■ **WHAT IS NEEDED**: Copy out, from the entries below, each line that holds the string "lane".

───── AVAILABLE RECORDS ─────

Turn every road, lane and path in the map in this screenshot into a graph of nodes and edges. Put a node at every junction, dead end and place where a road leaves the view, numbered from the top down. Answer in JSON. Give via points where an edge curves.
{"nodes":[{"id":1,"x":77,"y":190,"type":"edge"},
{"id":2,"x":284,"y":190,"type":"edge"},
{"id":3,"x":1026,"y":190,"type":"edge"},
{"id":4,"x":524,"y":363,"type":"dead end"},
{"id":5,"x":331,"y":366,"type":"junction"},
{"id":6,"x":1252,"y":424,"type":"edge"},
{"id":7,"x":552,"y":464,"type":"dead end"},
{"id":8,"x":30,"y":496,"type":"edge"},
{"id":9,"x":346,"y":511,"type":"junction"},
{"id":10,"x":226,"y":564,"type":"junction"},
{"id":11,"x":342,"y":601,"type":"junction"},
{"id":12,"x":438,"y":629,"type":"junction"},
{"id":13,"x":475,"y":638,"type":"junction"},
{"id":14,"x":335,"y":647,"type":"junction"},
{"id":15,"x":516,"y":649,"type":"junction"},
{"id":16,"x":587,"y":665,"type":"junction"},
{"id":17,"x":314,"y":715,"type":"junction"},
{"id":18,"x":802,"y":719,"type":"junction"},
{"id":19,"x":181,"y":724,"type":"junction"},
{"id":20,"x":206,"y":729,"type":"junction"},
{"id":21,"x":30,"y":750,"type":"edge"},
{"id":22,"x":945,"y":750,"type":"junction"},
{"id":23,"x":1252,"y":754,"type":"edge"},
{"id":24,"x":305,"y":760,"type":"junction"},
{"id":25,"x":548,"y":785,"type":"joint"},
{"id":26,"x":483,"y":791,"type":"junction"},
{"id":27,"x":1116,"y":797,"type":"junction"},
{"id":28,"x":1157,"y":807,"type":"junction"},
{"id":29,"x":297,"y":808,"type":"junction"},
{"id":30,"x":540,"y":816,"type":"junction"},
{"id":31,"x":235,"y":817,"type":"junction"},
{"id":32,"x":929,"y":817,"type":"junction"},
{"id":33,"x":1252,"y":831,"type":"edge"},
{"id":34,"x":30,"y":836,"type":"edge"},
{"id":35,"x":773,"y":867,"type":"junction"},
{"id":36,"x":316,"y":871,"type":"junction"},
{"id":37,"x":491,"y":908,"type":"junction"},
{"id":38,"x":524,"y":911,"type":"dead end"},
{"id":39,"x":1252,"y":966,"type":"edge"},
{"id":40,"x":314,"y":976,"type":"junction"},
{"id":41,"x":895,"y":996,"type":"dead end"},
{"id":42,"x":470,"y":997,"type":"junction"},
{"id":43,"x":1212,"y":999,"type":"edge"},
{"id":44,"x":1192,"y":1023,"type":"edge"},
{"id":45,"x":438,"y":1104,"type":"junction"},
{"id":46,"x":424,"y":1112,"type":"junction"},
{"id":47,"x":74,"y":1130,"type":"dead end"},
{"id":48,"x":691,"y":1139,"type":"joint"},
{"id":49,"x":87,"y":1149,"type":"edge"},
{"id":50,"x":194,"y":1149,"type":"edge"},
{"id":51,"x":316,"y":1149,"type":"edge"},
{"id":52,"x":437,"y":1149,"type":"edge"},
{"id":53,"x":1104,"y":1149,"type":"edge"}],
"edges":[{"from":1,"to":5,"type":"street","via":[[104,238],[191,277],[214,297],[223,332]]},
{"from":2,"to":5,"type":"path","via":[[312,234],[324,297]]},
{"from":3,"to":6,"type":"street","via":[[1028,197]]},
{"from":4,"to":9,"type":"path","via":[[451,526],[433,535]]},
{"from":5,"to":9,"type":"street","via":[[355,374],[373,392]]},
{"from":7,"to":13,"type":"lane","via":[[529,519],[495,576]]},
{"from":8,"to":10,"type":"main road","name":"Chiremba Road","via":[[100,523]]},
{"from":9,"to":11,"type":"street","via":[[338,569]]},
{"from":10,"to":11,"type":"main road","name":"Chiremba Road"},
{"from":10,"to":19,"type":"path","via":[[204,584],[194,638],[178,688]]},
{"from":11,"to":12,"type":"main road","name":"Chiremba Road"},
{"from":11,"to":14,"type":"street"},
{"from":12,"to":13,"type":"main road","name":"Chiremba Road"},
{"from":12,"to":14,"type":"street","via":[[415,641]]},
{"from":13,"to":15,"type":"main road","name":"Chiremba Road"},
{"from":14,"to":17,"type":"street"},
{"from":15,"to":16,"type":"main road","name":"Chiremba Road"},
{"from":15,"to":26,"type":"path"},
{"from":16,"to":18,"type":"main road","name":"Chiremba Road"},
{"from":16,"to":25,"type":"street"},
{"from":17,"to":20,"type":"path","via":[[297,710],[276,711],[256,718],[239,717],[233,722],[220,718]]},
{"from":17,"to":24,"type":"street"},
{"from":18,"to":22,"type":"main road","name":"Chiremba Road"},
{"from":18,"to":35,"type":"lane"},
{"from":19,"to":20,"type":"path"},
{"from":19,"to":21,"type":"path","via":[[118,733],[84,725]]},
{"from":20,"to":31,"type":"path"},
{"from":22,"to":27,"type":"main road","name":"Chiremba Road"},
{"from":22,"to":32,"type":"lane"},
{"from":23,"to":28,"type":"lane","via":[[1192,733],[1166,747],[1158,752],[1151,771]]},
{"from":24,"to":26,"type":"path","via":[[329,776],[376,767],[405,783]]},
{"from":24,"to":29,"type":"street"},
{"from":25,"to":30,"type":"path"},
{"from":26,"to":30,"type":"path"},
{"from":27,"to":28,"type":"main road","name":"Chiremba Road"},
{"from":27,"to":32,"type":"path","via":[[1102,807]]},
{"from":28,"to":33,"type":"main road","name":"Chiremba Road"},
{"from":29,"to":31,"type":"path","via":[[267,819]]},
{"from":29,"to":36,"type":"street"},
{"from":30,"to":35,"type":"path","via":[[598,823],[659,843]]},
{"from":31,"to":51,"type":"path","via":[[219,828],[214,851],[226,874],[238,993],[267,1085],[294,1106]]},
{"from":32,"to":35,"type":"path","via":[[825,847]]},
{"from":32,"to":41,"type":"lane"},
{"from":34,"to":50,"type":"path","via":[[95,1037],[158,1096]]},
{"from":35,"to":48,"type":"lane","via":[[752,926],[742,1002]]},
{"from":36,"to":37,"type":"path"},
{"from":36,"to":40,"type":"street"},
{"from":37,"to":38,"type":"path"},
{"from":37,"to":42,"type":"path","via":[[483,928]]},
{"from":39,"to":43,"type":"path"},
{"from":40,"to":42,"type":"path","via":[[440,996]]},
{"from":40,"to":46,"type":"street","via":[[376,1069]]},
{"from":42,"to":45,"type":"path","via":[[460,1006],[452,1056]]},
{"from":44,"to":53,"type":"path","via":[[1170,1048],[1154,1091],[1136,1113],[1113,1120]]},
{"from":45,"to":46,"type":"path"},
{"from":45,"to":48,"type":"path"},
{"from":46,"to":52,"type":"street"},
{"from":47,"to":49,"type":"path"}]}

─────

■ **RESULT OF THE TASK**:
Turn every road, lane and path in the map in this screenshot into a graph of nodes and edges. Put a node at every junction, dead end and place where a road leaves the view, numbered from the top down. Answer in JSON. Give via points where an edge curves.
{"from":7,"to":13,"type":"lane","via":[[529,519],[495,576]]},
{"from":18,"to":35,"type":"lane"},
{"from":22,"to":32,"type":"lane"},
{"from":23,"to":28,"type":"lane","via":[[1192,733],[1166,747],[1158,752],[1151,771]]},
{"from":32,"to":41,"type":"lane"},
{"from":35,"to":48,"type":"lane","via":[[752,926],[742,1002]]},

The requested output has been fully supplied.